Corte di Cassazione Penale sez. VI 11/12/2008 n. 45807; Pres. Lattanzi G.

Redazione 11/12/08
Scarica PDF Stampa
RITENUTO IN FATTO

1. La Corte d’appello di Venezia con ordinanza del 4 giugno 2008, provvedendo come giudice dell’esecuzione su un ricorso proposto da D.M., ha dichiarato "la ineseguibilità ex art. 670 c.p.p. del giudicato costituito dalla sentenza 12 giugno 2002 della Corte di appello di Venezia e ciò in esclusivo riferimento alla pena di otto mesi di reclusione quale aumento per la continuazione a titolo di corruzione ex art. 319 c.p.p." e ha ordinato "la trasmissione del ricorso per cassazione del D. contro la sentenza 12 giugno 2002 della Corte di appello di Venezia alla Corte di cassazione".

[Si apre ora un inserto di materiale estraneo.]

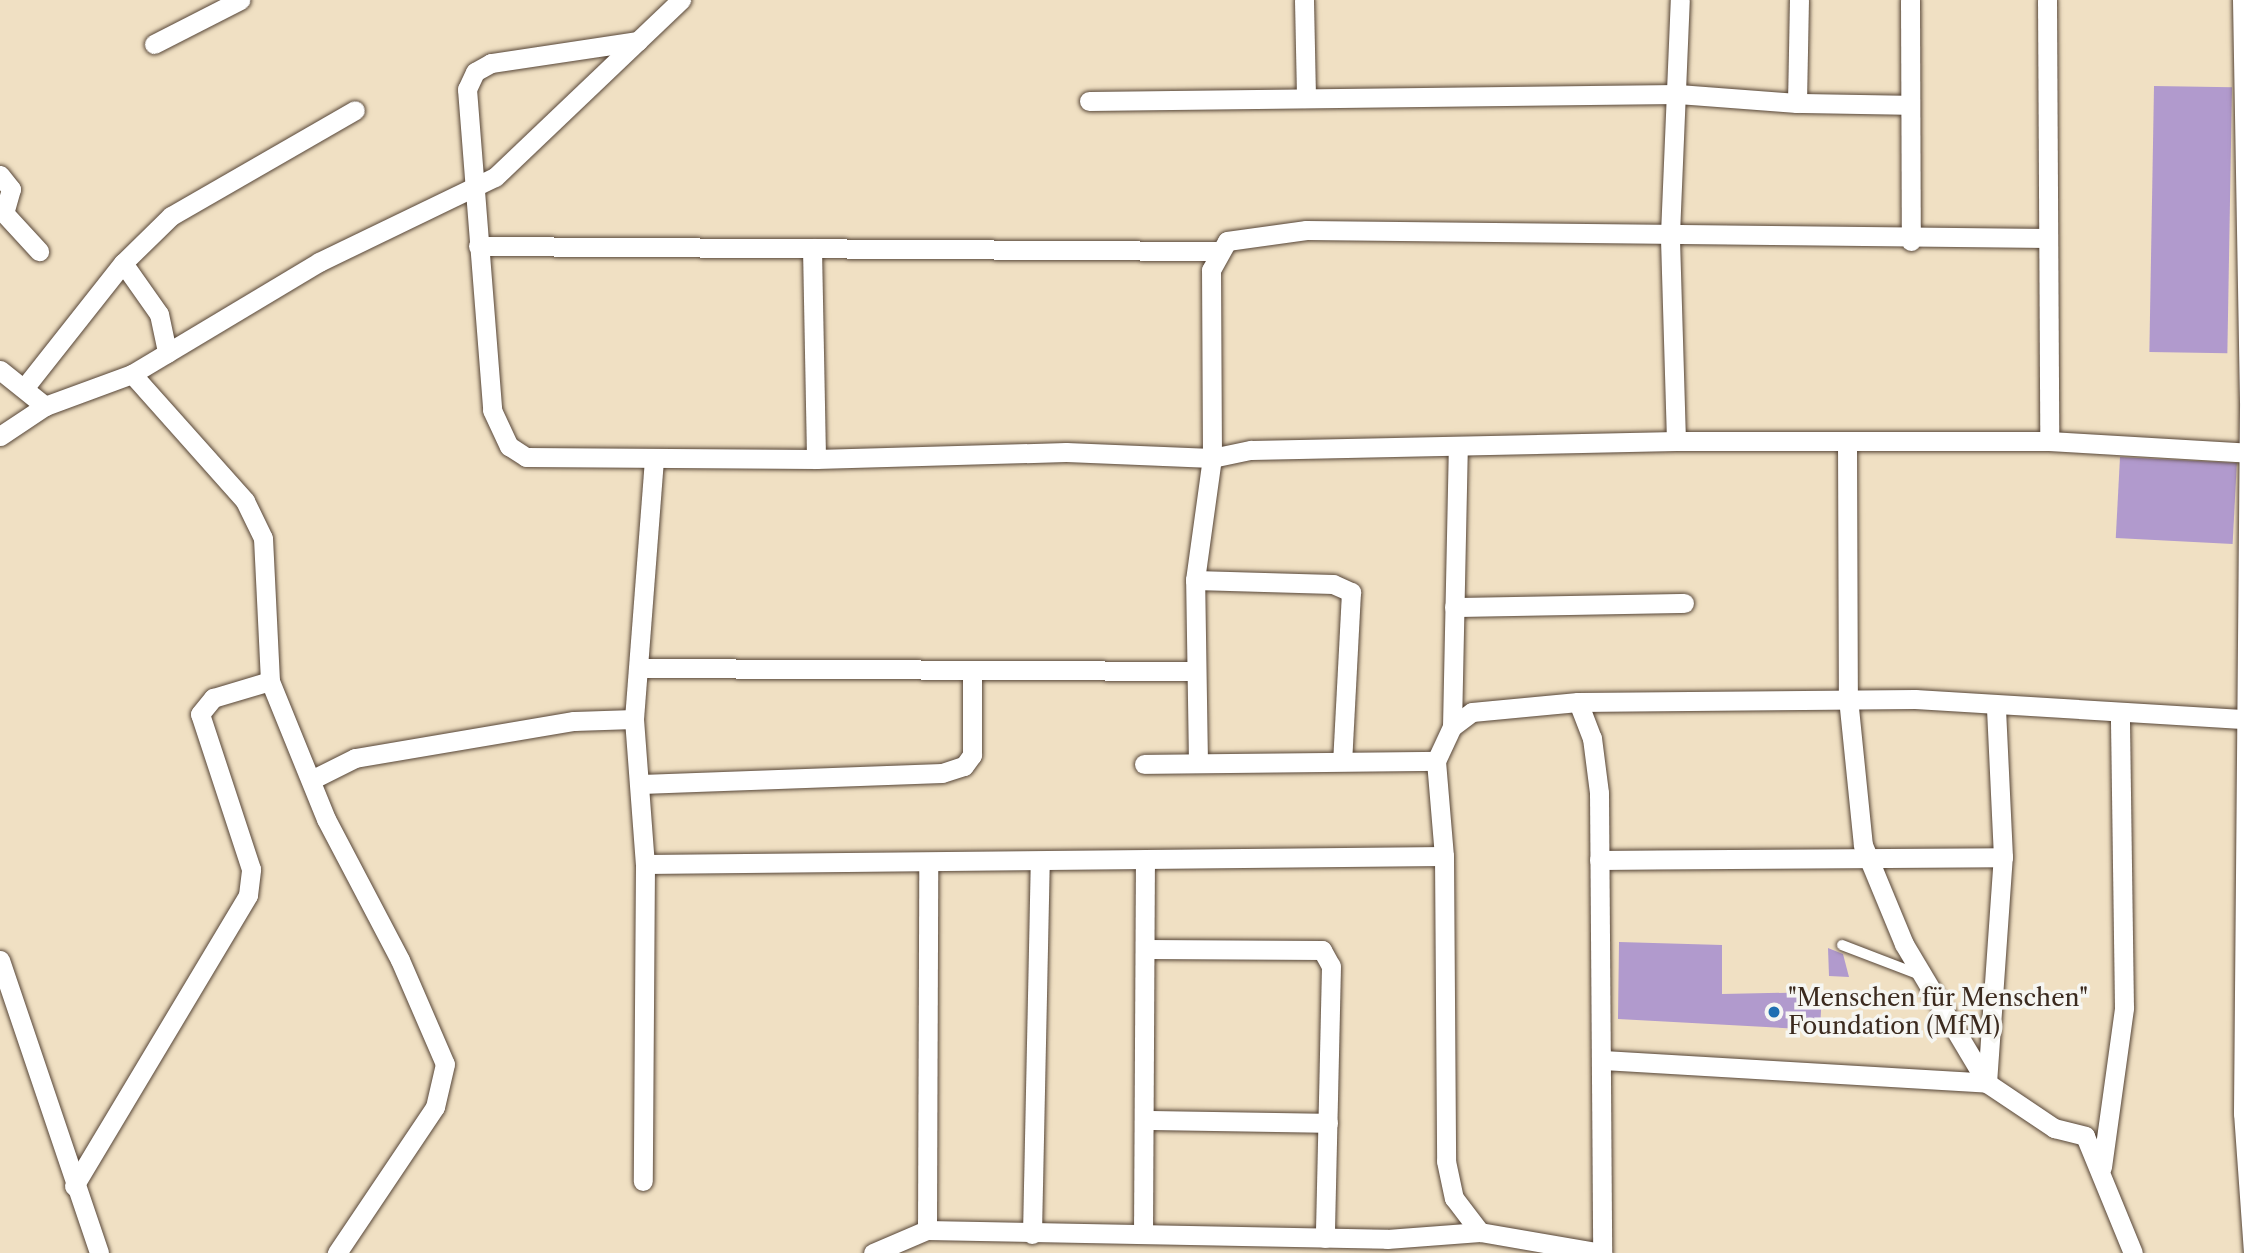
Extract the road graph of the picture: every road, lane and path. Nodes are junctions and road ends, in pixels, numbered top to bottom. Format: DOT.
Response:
graph roads {
  1 [pos="240,0"];
  2 [pos="681,0"];
  3 [pos="1304,0"];
  4 [pos="1680,0"];
  5 [pos="1799,0"];
  6 [pos="1909,0"];
  7 [pos="2047,0"];
  8 [pos="2247,0"];
  9 [pos="638,41"];
  10 [pos="154,44"];
  11 [pos="1678,94"];
  12 [pos="1306,98"];
  13 [pos="1089,101"];
  14 [pos="1797,103"];
  15 [pos="1909,105"];
  16 [pos="355,110"];
  17 [pos="0,175"];
  18 [pos="473,190"];
  19 [pos="1670,234"];
  20 [pos="2048,238"];
  21 [pos="1911,241"];
  22 [pos="478,246"];
  23 [pos="813,248"];
  24 [pos="39,251"];
  25 [pos="1217,251"];
  26 [pos="123,263"];
  27 [pos="167,353"];
  28 [pos="0,370"];
  29 [pos="132,374"];
  30 [pos="25,387"];
  31 [pos="45,406"];
  32 [pos="0,436"];
  33 [pos="1676,441"];
  34 [pos="1846,441"];
  35 [pos="2049,442"];
  36 [pos="1458,447"];
  37 [pos="2253,453"];
  38 [pos="1212,458"];
  39 [pos="816,459"];
  40 [pos="654,460"];
  41 [pos="1195,580"];
  42 [pos="1684,603"];
  43 [pos="1454,607"];
  44 [pos="641,668"];
  45 [pos="972,670"];
  46 [pos="1196,671"];
  47 [pos="270,681"];
  48 [pos="1848,698"];
  49 [pos="1578,702"];
  50 [pos="1996,709"];
  51 [pos="2120,712"];
  52 [pos="634,719"];
  53 [pos="2254,719"];
  54 [pos="1452,726"];
  55 [pos="1342,761"];
  56 [pos="1436,761"];
  57 [pos="1198,763"];
  58 [pos="1144,764"];
  59 [pos="313,779"];
  60 [pos="641,784"];
  61 [pos="1867,854"];
  62 [pos="1444,856"];
  63 [pos="2003,857"];
  64 [pos="1145,859"];
  65 [pos="1599,860"];
  66 [pos="1040,861"];
  67 [pos="928,862"];
  68 [pos="645,864"];
  69 [pos="1842,945"];
  70 [pos="1147,949"];
  71 [pos="0,960"];
  72 [pos="1927,977"];
  73 [pos="1604,1060"];
  74 [pos="1987,1083"];
  75 [pos="1144,1120"];
  76 [pos="1328,1122"];
  77 [pos="2102,1167"];
  78 [pos="643,1181"];
  79 [pos="74,1186"];
  80 [pos="928,1230"];
  81 [pos="1480,1232"];
  82 [pos="1032,1234"];
  83 [pos="1143,1234"];
  84 [pos="1325,1238"];
  85 [pos="99,1253"];
  86 [pos="337,1253"];
  87 [pos="873,1253"];
  88 [pos="1602,1253"];
  89 [pos="2133,1253"];
  90 [pos="2258,1253"];
  1 -- 10 [label="street"];
  2 -- 9 [label="street"];
  3 -- 12 [label="street"];
  4 -- 11 [label="street"];
  5 -- 14 [label="street"];
  6 -- 15 [label="street"];
  7 -- 20 [label="street"];
  8 -- 37 [label="main road"];
  9 -- 18 [label="street"];
  9 -- 18 [label="street"];
  11 -- 12 [label="street"];
  11 -- 14 [label="street"];
  11 -- 19 [label="street"];
  12 -- 13 [label="street"];
  14 -- 15 [label="street"];
  15 -- 21 [label="street"];
  16 -- 26 [label="street"];
  17 -- 24 [label="street"];
  18 -- 22 [label="street"];
  18 -- 27 [label="street"];
  19 -- 21 [label="street"];
  19 -- 25 [label="street"];
  19 -- 33 [label="street"];
  20 -- 21 [label="street"];
  20 -- 35 [label="street"];
  22 -- 23 [label="street"];
  22 -- 40 [label="street"];
  23 -- 25 [label="street"];
  23 -- 39 [label="street"];
  25 -- 38 [label="street"];
  26 -- 27 [label="street"];
  26 -- 30 [label="street"];
  27 -- 29 [label="street"];
  28 -- 30 [label="street"];
  29 -- 31 [label="street"];
  29 -- 47 [label="street"];
  30 -- 31 [label="street"];
  31 -- 32 [label="street"];
  33 -- 34 [label="street"];
  33 -- 36 [label="street"];
  34 -- 35 [label="street"];
  34 -- 48 [label="street"];
  35 -- 37 [label="street"];
  36 -- 38 [label="street"];
  36 -- 43 [label="street"];
  37 -- 53 [label="main road"];
  38 -- 39 [label="street"];
  38 -- 41 [label="street"];
  39 -- 40 [label="street"];
  40 -- 44 [label="street"];
  41 -- 46 [label="street"];
  41 -- 55 [label="street"];
  42 -- 43 [label="street"];
  43 -- 54 [label="street"];
  44 -- 45 [label="street"];
  44 -- 52 [label="street"];
  45 -- 46 [label="street"];
  45 -- 60 [label="street"];
  46 -- 57 [label="street"];
  47 -- 59 [label="street"];
  47 -- 79 [label="street"];
  48 -- 49 [label="street"];
  48 -- 50 [label="street"];
  48 -- 61 [label="street"];
  49 -- 54 [label="street"];
  49 -- 65 [label="street"];
  50 -- 51 [label="street"];
  50 -- 63 [label="street"];
  51 -- 53 [label="street"];
  51 -- 77 [label="street"];
  52 -- 59 [label="street"];
  52 -- 60 [label="street"];
  53 -- 90 [label="main road"];
  54 -- 56 [label="street"];
  55 -- 56 [label="street"];
  55 -- 57 [label="street"];
  56 -- 62 [label="street"];
  57 -- 58 [label="street"];
  59 -- 86 [label="street"];
  60 -- 68 [label="street"];
  61 -- 63 [label="street"];
  61 -- 65 [label="street"];
  61 -- 72 [label="street"];
  62 -- 64 [label="street"];
  62 -- 81 [label="street"];
  63 -- 74 [label="street"];
  64 -- 66 [label="street"];
  64 -- 70 [label="street"];
  65 -- 73 [label="street"];
  66 -- 67 [label="street"];
  66 -- 82 [label="street"];
  67 -- 68 [label="street"];
  67 -- 80 [label="street"];
  68 -- 78 [label="street"];
  69 -- 72 [label="lane"];
  70 -- 75 [label="street"];
  70 -- 76 [label="street"];
  71 -- 79 [label="street"];
  72 -- 74 [label="street"];
  73 -- 74 [label="street"];
  73 -- 88 [label="street"];
  74 -- 77 [label="street"];
  75 -- 76 [label="street"];
  75 -- 83 [label="street"];
  76 -- 84 [label="street"];
  77 -- 89 [label="street"];
  79 -- 85 [label="street"];
  80 -- 82 [label="street"];
  80 -- 87 [label="street"];
  81 -- 84 [label="street"];
  81 -- 88 [label="street"];
  82 -- 83 [label="street"];
  83 -- 84 [label="street"];
}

La Corte d’appello, nonostante la sua sentenza fosse divenuta esecutiva dopo il rigetto del ricorso per cassazione, ha ritenuto in tal modo di dare parziale attuazione alla sentenza 11 dicembre 2007 della Corte europea dei diritti dell’uomo secondo cui la Corte di cassazione, nel rigettare il ricorso e contestualmente nel riqualificare ex officio i fatti di corruzione "per un atto contrario ai doveri d’ufficio", oggetto dell’originaria imputazione, nel più grave reato di corruzione "in atti giudiziari", ebbe a violare l’art. 6, pp. 1 e 3, lett. a) e b) della Convenzione europea dei diritti dell’uomo posti a presidio del processo equo.

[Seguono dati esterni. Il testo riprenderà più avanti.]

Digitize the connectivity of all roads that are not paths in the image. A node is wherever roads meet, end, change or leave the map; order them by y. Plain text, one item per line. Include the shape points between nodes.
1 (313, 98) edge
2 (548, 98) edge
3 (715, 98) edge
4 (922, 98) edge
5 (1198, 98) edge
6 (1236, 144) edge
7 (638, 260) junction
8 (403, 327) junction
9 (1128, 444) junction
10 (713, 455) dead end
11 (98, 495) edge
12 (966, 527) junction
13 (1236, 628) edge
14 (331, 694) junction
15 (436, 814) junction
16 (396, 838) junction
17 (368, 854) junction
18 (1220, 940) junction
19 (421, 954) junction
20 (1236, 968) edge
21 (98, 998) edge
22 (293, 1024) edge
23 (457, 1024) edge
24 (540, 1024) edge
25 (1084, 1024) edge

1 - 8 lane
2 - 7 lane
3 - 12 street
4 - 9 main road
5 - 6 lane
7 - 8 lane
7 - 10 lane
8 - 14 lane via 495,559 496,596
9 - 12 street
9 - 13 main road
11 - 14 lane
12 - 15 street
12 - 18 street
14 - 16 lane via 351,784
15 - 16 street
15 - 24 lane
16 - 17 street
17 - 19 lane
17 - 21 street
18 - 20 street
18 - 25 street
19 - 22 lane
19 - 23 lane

2. Nell’ordinanza è descritta la specifica vicenda processuale e l’epilogo del giudizio di legittimità.

La Corte d’appello di Venezia dichiarò D.M. – in accoglimento dell’impugnazione del pubblico ministero contro la sentenza di primo grado con la quale D. fu condannato per i delitti di falso ideologico e solo per alcuni fatti di corruzione – responsabile anche degli ulteriori episodi di corruzione "per atti contrari ai doveri d’ufficio" e, unificati tutti i reati nel vincolo della continuazione, lo condannò alla pena di tre anni e otto mesi di reclusione.

Con la sentenza 4 febbraio 2004, la Corte di cassazione, attribuita ai fatti la diversa definizione giuridica di corruzione "in atti giudiziari", rigettò il ricorso proposto da D., non dichiarando estinti i reati per prescrizione, in ragione di tale più grave qualificazione.

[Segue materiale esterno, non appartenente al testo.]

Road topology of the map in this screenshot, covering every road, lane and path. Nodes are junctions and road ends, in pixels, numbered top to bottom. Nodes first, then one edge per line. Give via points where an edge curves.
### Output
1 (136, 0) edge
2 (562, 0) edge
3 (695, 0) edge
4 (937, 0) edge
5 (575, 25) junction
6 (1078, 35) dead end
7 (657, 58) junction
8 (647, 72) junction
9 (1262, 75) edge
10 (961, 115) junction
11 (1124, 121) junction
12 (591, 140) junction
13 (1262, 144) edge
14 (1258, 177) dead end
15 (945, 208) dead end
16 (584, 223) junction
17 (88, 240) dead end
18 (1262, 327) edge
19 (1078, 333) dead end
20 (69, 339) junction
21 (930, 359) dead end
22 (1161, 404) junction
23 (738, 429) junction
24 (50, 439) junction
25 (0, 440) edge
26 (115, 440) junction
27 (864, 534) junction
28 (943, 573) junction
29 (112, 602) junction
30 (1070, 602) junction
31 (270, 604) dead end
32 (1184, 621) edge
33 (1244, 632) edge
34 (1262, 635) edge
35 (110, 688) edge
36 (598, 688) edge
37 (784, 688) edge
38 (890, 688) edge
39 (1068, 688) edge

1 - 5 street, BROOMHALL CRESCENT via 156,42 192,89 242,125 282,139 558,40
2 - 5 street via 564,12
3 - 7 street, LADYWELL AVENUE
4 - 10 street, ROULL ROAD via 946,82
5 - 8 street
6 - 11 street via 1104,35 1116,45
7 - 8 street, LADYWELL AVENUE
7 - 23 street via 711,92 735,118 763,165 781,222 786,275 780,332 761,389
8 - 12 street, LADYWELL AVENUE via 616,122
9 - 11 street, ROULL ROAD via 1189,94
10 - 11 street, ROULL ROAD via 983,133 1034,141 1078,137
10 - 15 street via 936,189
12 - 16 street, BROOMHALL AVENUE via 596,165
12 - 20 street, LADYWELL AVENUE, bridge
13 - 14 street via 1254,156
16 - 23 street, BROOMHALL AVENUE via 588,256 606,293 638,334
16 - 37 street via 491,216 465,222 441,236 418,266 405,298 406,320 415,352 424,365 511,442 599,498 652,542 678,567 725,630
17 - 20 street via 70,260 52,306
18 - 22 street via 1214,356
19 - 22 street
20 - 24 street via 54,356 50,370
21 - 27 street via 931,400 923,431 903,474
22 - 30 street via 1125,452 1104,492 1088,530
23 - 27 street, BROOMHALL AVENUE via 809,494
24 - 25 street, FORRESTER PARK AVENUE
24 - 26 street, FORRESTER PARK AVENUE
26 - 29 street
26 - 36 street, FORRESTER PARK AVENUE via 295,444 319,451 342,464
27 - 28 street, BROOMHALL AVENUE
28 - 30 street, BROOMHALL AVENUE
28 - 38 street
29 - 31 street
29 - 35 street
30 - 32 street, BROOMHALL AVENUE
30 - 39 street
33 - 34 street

La Corte europea dei diritti dell’uomo, adita da D.M., ha ritenuto la lesione del diritto del ricorrente a essere informato in modo dettagliato della natura e dei motivi dell’accusa elevata a suo carico nonchè il suo diritto a disporre del tempo e delle facilitazione necessarie a preparare la sua difesa, e ha poi precisato che, in assenza di richieste di equo soddisfacimento da parte del ricorrente, l’avvio di un nuovo procedimento o la riapertura del procedimento su richiesta dell’interessato rappresenta in linea di massima un modo adeguato di porre rimedio alla violazione contestata.

3. La Corte d’appello ha disatteso le deduzioni difensive, secondo cui la Corte europea avrebbe giudicato iniquo l’intero processo nazionale, e ha posto in rilievo che la pronuncia de qua ha giudicato iniquo il processo nazionale perchè la Corte di cassazione ex officio ha dato al fatto una definizione giuridica diversa da quella ritenuta nelle due sentenze di merito.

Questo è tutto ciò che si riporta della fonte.